PUBLICIDADE

Art. 1.262 da Lei 10.406/2002 – Código Civil

Artigo 1.262 do Código Civil: Usucapião de Bens Móveis e a Aplicação Subsidiária de Normas

Art. 1.262 – Aplia-se à usucapião das coisas móveis o disposto nos arts. 1.243 e 1.244.

Lei 10.406/2002 – Acesso em 02/03/2026

O Art. 1.262 do Código Civil de 2002 estabelece uma importante remissão normativa, determinando a aplicação subsidiária dos artigos 1.243 e 1.244 à usucapião de coisas móveis. Essa disposição é crucial para a compreensão do instituto, pois integra o regime jurídico da usucapião mobiliária, que possui requisitos específicos, mas se beneficia de conceitos e regras gerais da usucapião imobiliária.

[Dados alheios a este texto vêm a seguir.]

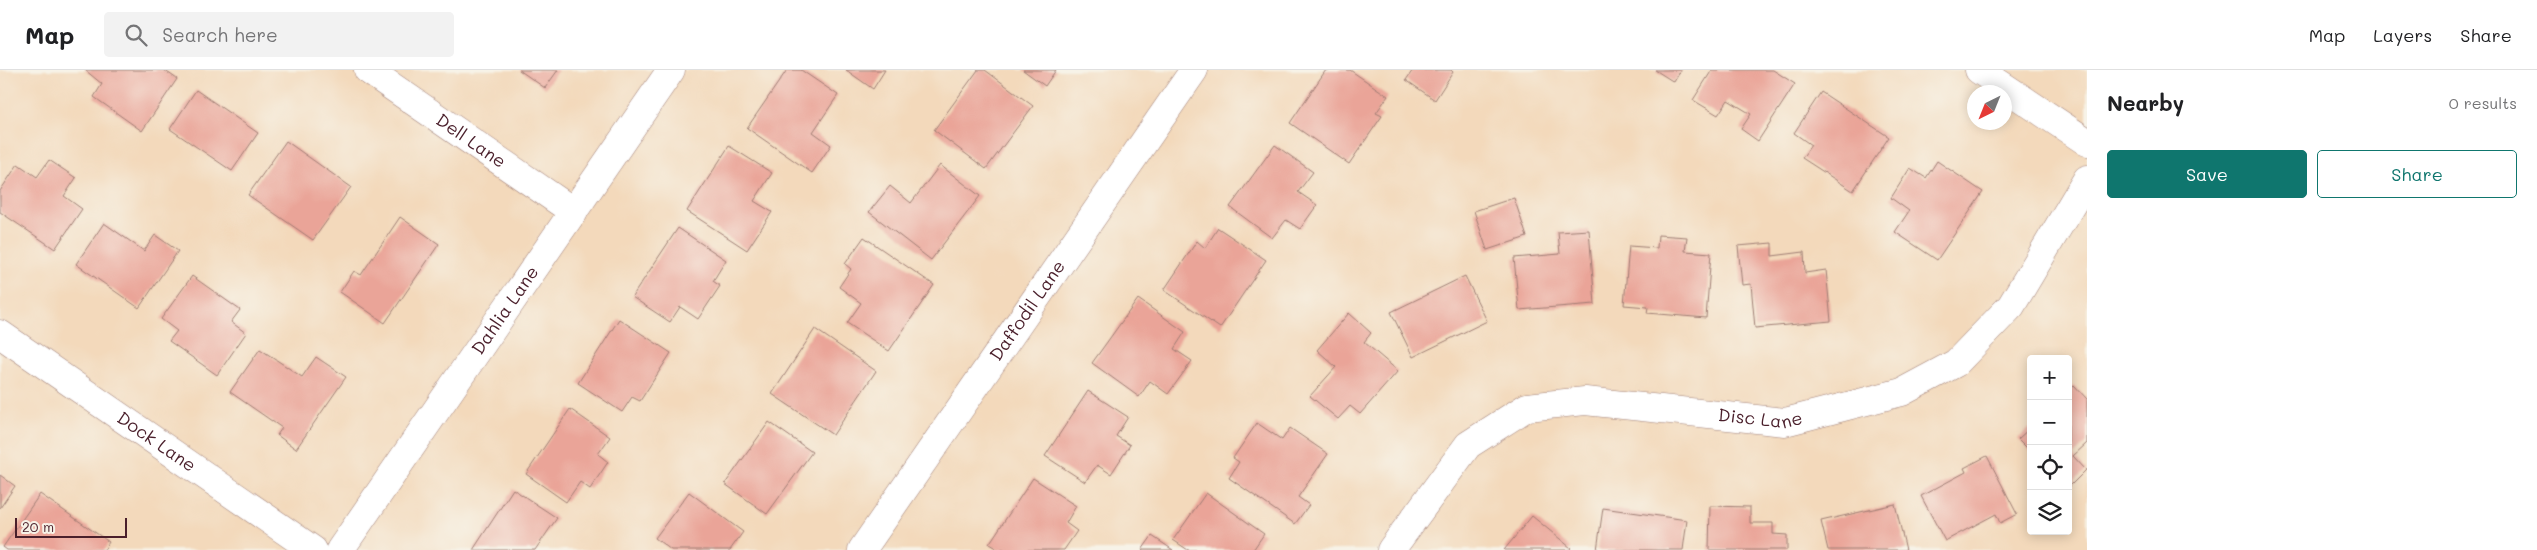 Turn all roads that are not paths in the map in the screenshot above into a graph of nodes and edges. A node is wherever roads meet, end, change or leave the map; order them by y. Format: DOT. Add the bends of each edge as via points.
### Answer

A remissão ao Art. 1.243 CC/02, que trata da acessio possessionis, permite que o possuidor de boa-fé some à sua posse a de seus antecessores, desde que contínuas e pacíficas. Já o Art. 1.244 CC/02, ao dispor sobre a possibilidade de o sucessor universal continuar a posse do antecessor, mesmo que de má-fé, e o sucessor singular somar a sua posse à do antecessor, demonstra a flexibilidade do sistema para a contagem do prazo aquisitivo. Essas previsões são fundamentais para a configuração do lapso temporal necessário à aquisição da propriedade por usucapião, seja ela ordinária ou extraordinária, conforme Arts. 1.260 e 1.261 do mesmo diploma legal.

Na prática forense, a aplicação desses dispositivos gera discussões relevantes, especialmente quanto à prova da posse e da boa-fé, elementos subjetivos que demandam análise casuística. A jurisprudência tem consolidado entendimentos sobre a necessidade de comprovação robusta dos requisitos, evitando a banalização do instituto. Conforme análises realizadas pelo sistema de inteligência artificial jurídica Redizz, que mapeia a legislação brasileira, a correta interpretação e aplicação desses artigos são vitais para o sucesso das ações de usucapião de bens móveis, como veículos, joias ou obras de arte.

Para a advocacia, é imperativo compreender a interconexão desses artigos, pois a correta articulação da cadeia possessória e a demonstração da boa-fé ou da posse mansa e pacífica são pilares para a procedência do pedido. A ausência de um desses elementos pode inviabilizar a pretensão aquisitiva, tornando essencial uma análise aprofundada dos fatos e das provas disponíveis.